>>>>>

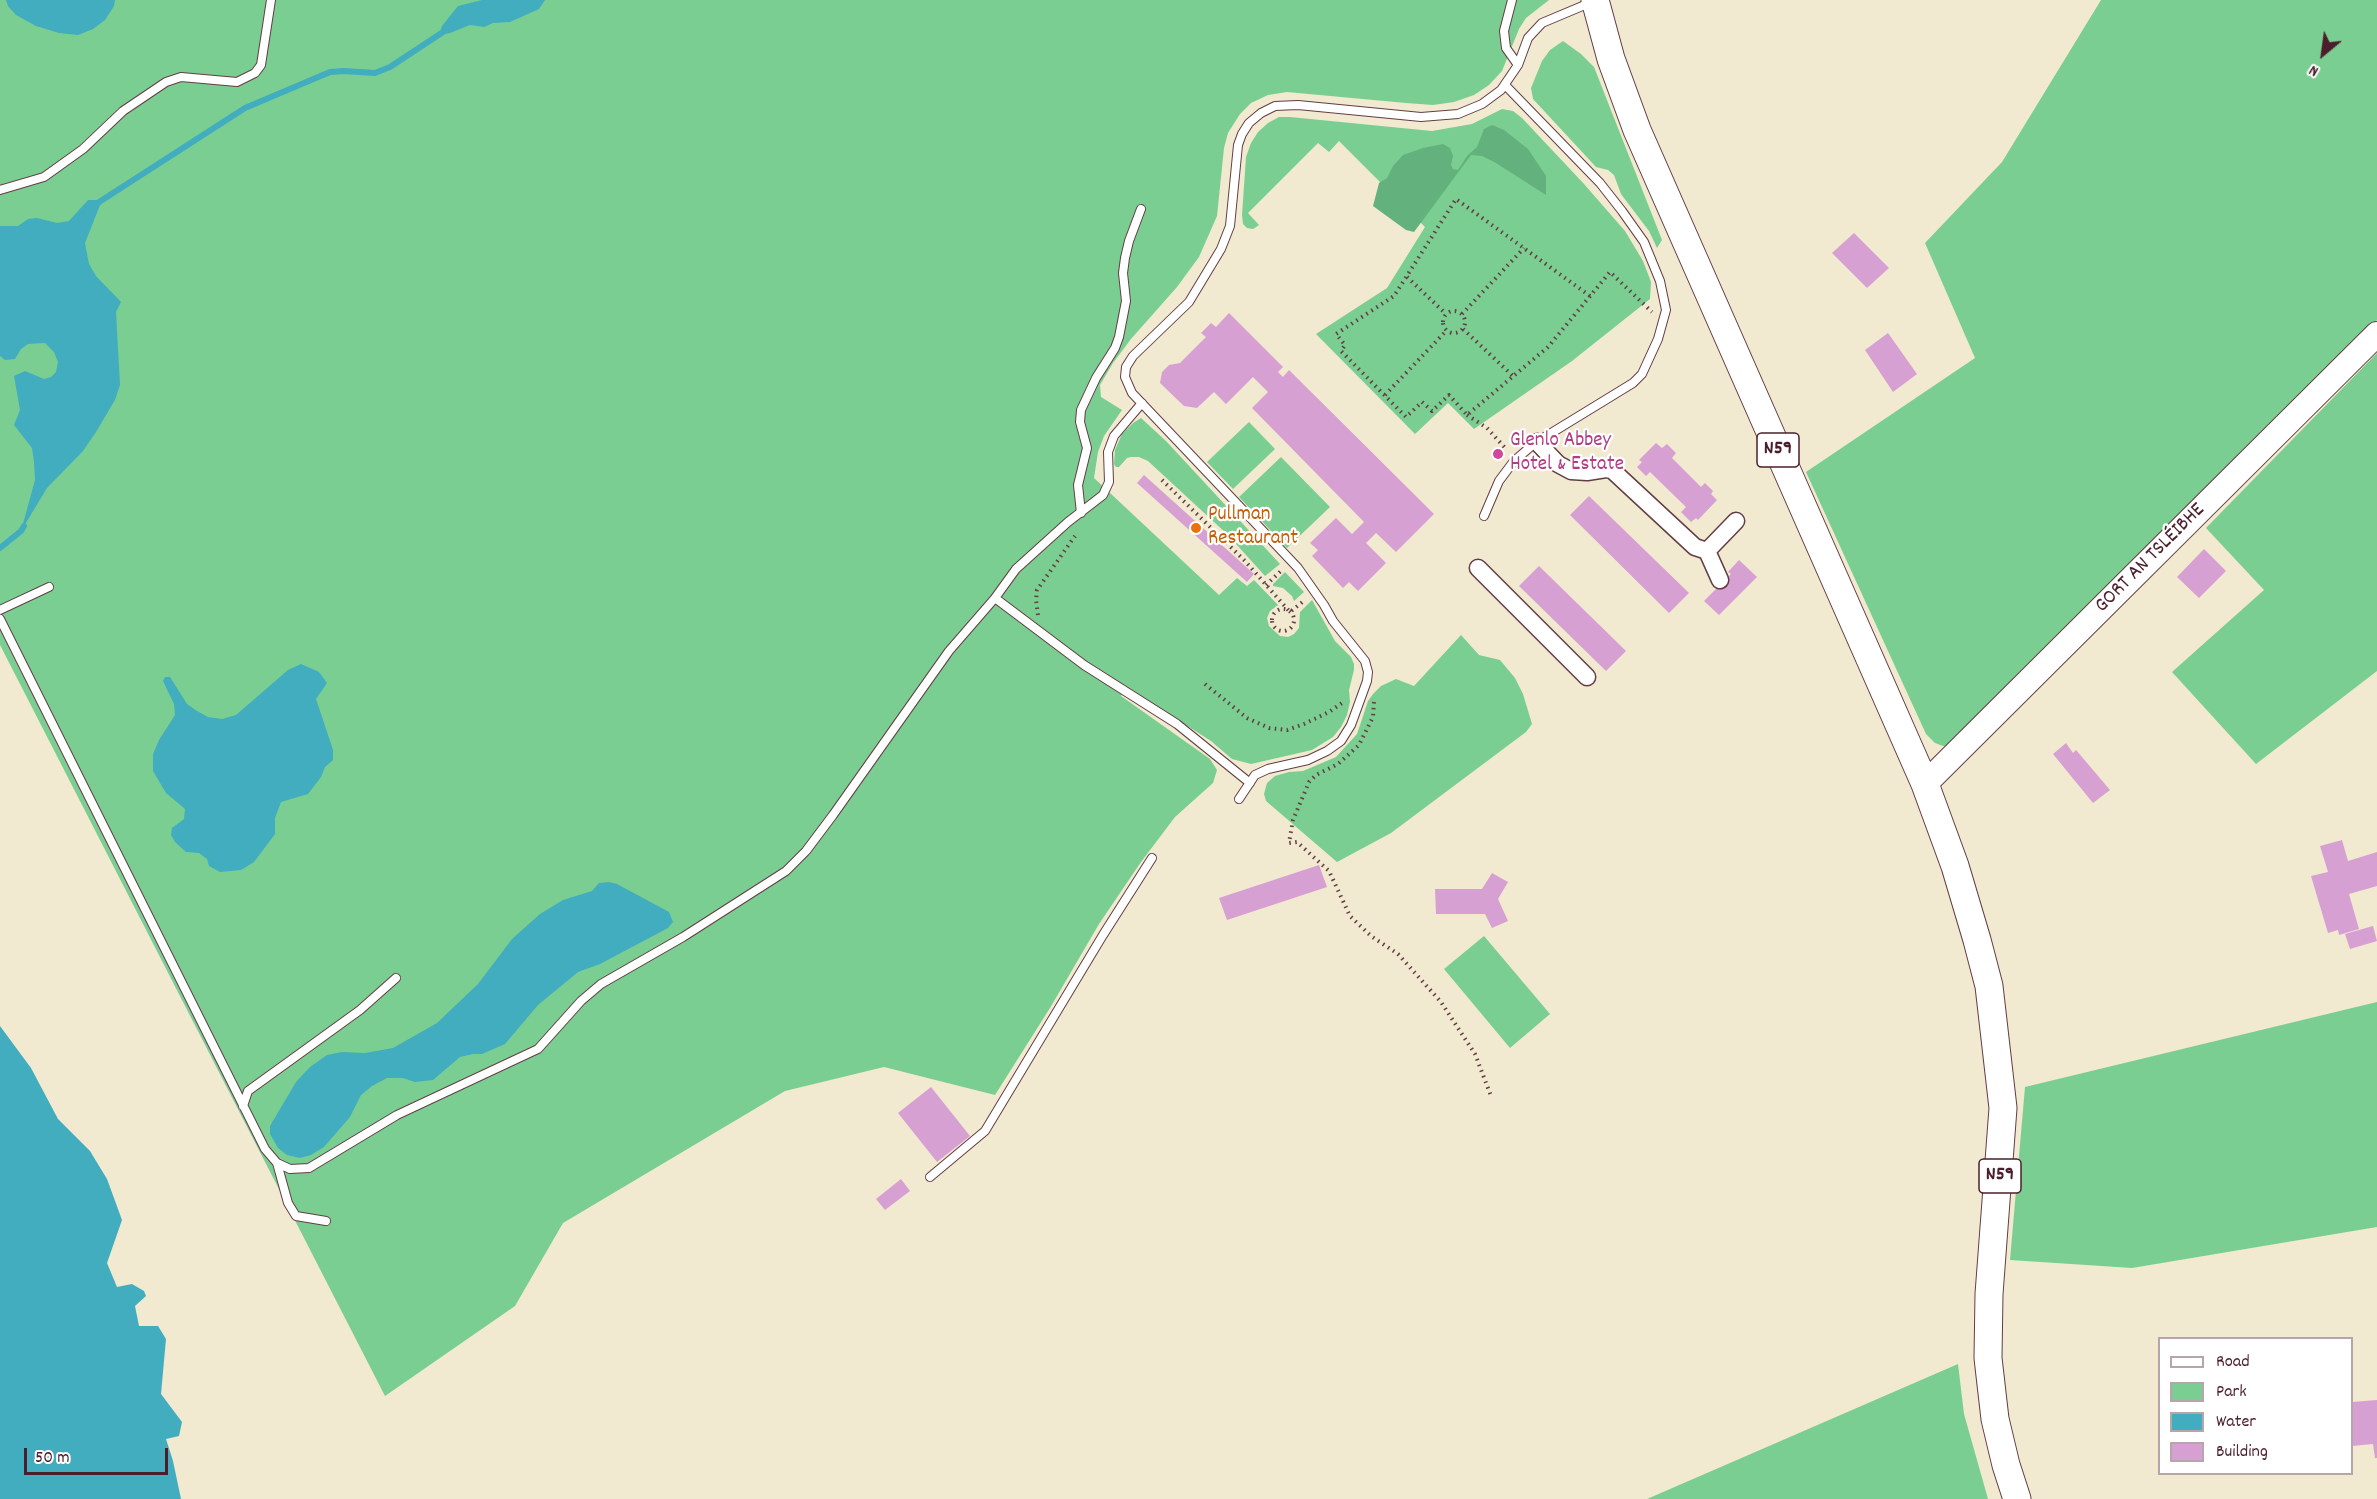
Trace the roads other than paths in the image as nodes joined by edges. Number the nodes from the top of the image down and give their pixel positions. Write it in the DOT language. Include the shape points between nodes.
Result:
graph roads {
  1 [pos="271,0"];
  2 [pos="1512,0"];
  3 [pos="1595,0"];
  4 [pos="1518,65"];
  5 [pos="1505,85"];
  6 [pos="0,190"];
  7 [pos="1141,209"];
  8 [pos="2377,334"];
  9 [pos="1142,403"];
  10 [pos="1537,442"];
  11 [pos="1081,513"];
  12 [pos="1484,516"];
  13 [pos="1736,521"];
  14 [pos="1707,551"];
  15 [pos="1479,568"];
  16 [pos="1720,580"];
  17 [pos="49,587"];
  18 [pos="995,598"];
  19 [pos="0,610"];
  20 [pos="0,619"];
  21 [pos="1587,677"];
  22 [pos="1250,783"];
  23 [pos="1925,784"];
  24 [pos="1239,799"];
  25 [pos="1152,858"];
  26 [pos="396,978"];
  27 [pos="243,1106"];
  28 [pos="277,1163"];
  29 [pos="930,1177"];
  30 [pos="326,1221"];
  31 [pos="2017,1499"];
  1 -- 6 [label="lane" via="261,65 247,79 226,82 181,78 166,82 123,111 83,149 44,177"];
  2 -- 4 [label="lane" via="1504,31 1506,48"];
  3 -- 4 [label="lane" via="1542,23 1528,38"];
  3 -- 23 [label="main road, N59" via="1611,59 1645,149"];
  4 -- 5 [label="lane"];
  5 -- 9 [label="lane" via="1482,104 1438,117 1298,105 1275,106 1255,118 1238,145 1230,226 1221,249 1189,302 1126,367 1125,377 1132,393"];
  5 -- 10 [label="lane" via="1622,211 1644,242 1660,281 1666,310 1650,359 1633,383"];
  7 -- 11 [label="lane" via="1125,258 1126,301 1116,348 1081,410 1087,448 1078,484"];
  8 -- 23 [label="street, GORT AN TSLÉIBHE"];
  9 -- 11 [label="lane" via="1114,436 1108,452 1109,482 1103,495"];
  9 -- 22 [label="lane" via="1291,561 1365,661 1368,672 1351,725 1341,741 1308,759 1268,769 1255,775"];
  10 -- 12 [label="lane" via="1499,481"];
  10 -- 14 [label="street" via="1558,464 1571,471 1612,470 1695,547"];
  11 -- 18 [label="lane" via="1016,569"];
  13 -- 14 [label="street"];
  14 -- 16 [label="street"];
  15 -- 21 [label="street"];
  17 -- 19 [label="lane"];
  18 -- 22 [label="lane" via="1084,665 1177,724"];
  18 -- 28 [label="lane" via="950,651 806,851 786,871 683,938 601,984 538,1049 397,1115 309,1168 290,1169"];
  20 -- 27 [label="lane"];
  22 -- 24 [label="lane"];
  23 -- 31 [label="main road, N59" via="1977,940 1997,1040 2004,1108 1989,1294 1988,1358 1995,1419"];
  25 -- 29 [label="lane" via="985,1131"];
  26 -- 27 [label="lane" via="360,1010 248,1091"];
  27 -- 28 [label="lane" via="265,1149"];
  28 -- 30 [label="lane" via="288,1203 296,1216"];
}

<<<<<

• _Task directions_
What you give back must match the material above exactly, minus its pictures.

• _Problem solution_
Trace the roads other than paths in the image as nodes joined by edges. Number the nodes from the top of the image down and give their pixel positions. Write it in the DOT language. Include the shape points between nodes.
Result:
graph roads {
  1 [pos="271,0"];
  2 [pos="1512,0"];
  3 [pos="1595,0"];
  4 [pos="1518,65"];
  5 [pos="1505,85"];
  6 [pos="0,190"];
  7 [pos="1141,209"];
  8 [pos="2377,334"];
  9 [pos="1142,403"];
  10 [pos="1537,442"];
  11 [pos="1081,513"];
  12 [pos="1484,516"];
  13 [pos="1736,521"];
  14 [pos="1707,551"];
  15 [pos="1479,568"];
  16 [pos="1720,580"];
  17 [pos="49,587"];
  18 [pos="995,598"];
  19 [pos="0,610"];
  20 [pos="0,619"];
  21 [pos="1587,677"];
  22 [pos="1250,783"];
  23 [pos="1925,784"];
  24 [pos="1239,799"];
  25 [pos="1152,858"];
  26 [pos="396,978"];
  27 [pos="243,1106"];
  28 [pos="277,1163"];
  29 [pos="930,1177"];
  30 [pos="326,1221"];
  31 [pos="2017,1499"];
  1 -- 6 [label="lane" via="261,65 247,79 226,82 181,78 166,82 123,111 83,149 44,177"];
  2 -- 4 [label="lane" via="1504,31 1506,48"];
  3 -- 4 [label="lane" via="1542,23 1528,38"];
  3 -- 23 [label="main road, N59" via="1611,59 1645,149"];
  4 -- 5 [label="lane"];
  5 -- 9 [label="lane" via="1482,104 1438,117 1298,105 1275,106 1255,118 1238,145 1230,226 1221,249 1189,302 1126,367 1125,377 1132,393"];
  5 -- 10 [label="lane" via="1622,211 1644,242 1660,281 1666,310 1650,359 1633,383"];
  7 -- 11 [label="lane" via="1125,258 1126,301 1116,348 1081,410 1087,448 1078,484"];
  8 -- 23 [label="street, GORT AN TSLÉIBHE"];
  9 -- 11 [label="lane" via="1114,436 1108,452 1109,482 1103,495"];
  9 -- 22 [label="lane" via="1291,561 1365,661 1368,672 1351,725 1341,741 1308,759 1268,769 1255,775"];
  10 -- 12 [label="lane" via="1499,481"];
  10 -- 14 [label="street" via="1558,464 1571,471 1612,470 1695,547"];
  11 -- 18 [label="lane" via="1016,569"];
  13 -- 14 [label="street"];
  14 -- 16 [label="street"];
  15 -- 21 [label="street"];
  17 -- 19 [label="lane"];
  18 -- 22 [label="lane" via="1084,665 1177,724"];
  18 -- 28 [label="lane" via="950,651 806,851 786,871 683,938 601,984 538,1049 397,1115 309,1168 290,1169"];
  20 -- 27 [label="lane"];
  22 -- 24 [label="lane"];
  23 -- 31 [label="main road, N59" via="1977,940 1997,1040 2004,1108 1989,1294 1988,1358 1995,1419"];
  25 -- 29 [label="lane" via="985,1131"];
  26 -- 27 [label="lane" via="360,1010 248,1091"];
  27 -- 28 [label="lane" via="265,1149"];
  28 -- 30 [label="lane" via="288,1203 296,1216"];
}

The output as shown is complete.